Ce n'est qu'à partir de ce constat que Jonas prend la parole.
A la différence de Grannie, fascinée par les bateaux,
son propre " roman de formation " témoigne d'une volonté
quasi viscérale d'ancrage dans la société haïtienne
et dans le territoire. C'est en fait l'amplification du mouvement de
fuite et sa relation avec le souvenir intérieur de la Traite
qui va déclencher la séparation définitive. Dans
une vision hallucinée, Grannie et Jonas assistent impuissants
à la migration générale des habitants du pays vers
la Terre Promise. Celle-ci se fait par mer sur des esquifs construits
avec les derniers arbres du pays. Malgré les squales, malgré
les marines de la Terre Promise et de leurs alliés, la
population poursuit un exode évoqué explicitement comme
une contre-création. C'est en regardant ce spectacle à
la télévision que la grand-mère meurt étouffée.
C'est aussi à ce moment du texte que le dernier contrepoint de
la spirale de la Traite décrit à la fois l'arrivée
du " cheptel " sur la terre non promise, étape de ce " voyage
vers l'inconnu le rien et la négation de l'humain " et
la tentative de retour, qui se solde par la noyade de ces êtres
sans nom : la voix de la cale, dans le roman de Dalembert, rappelle
avec insistance que le crime fut commis au nom d'un déni d'humanité.

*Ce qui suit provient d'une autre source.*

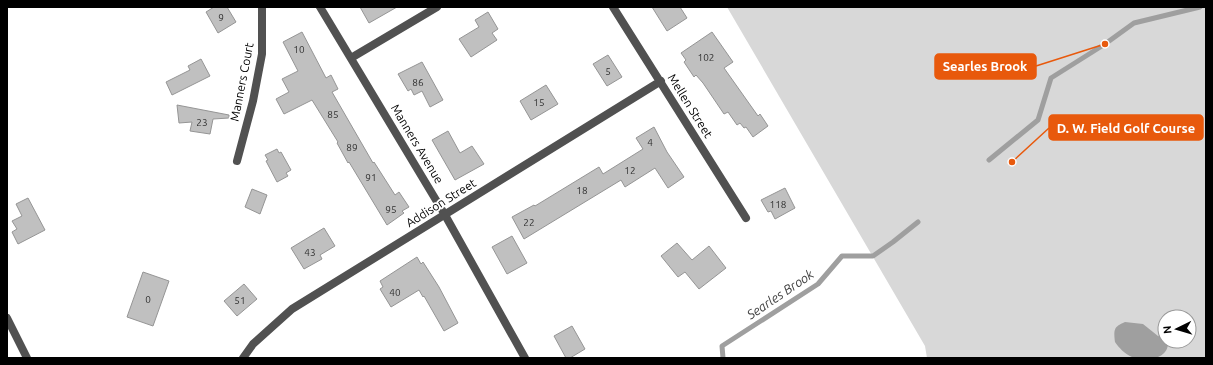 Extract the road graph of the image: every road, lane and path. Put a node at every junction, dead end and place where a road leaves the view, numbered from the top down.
1 (262, 7) edge
2 (320, 7) edge
3 (437, 7) edge
4 (613, 7) edge
5 (352, 58) junction
6 (661, 81) junction
7 (237, 161) dead end
8 (445, 214) junction
9 (746, 218) dead end
10 (7, 318) edge
11 (27, 358) edge
12 (243, 358) edge
13 (525, 358) edge

1 - 7 street, Manners Court
2 - 5 street, Manners Avenue
3 - 5 street
4 - 6 street, Mellen Street
5 - 8 street, Manners Avenue
6 - 8 street, Addison Street
6 - 9 street, Mellen Street
8 - 12 street, Addison Street
8 - 13 street, Manners Avenue
10 - 11 street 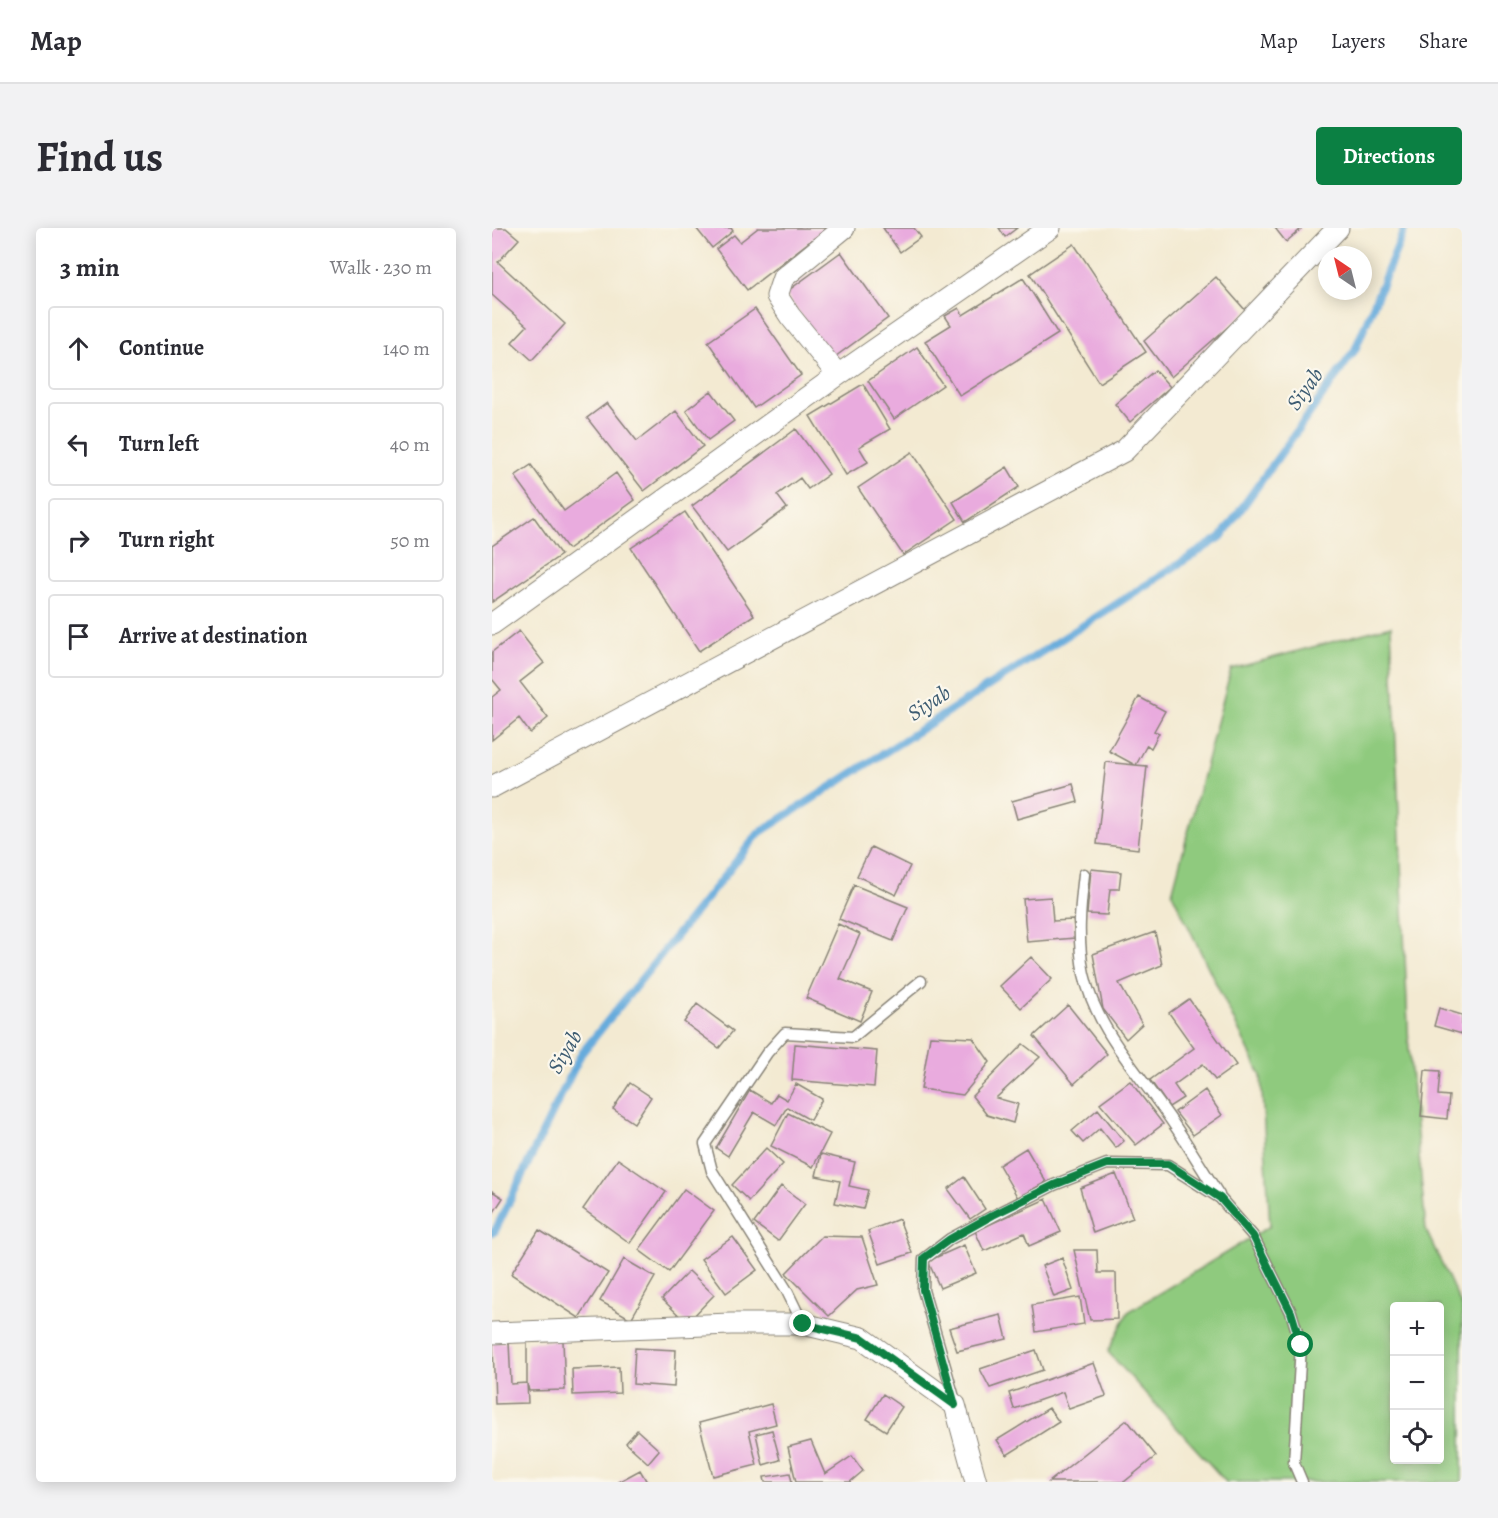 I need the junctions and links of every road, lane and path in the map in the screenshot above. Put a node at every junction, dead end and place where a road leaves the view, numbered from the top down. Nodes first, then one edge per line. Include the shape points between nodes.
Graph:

Il n'est pas étonnant alors que tant de références
bibliques investissent le texte. Rarement sans doute, la figure majeure
de l'écriture haïtienne qui travaille " entre
l'ancrage et la fuite ", pour reprendre l'image inventée
par Yannick Lahens, n'a atteint une telle force d'évocation que
dans ce rapprochement avec le " Livre de Jonas ". L'Autre
Face de la mer de Louis-Philippe Dalembert décrit une des
formes radicales dont cette opposition permet le pressentiment : le
déni de l'humanité, comme figure erratique du regard posé
par l'autre sur l'être au monde haïtien.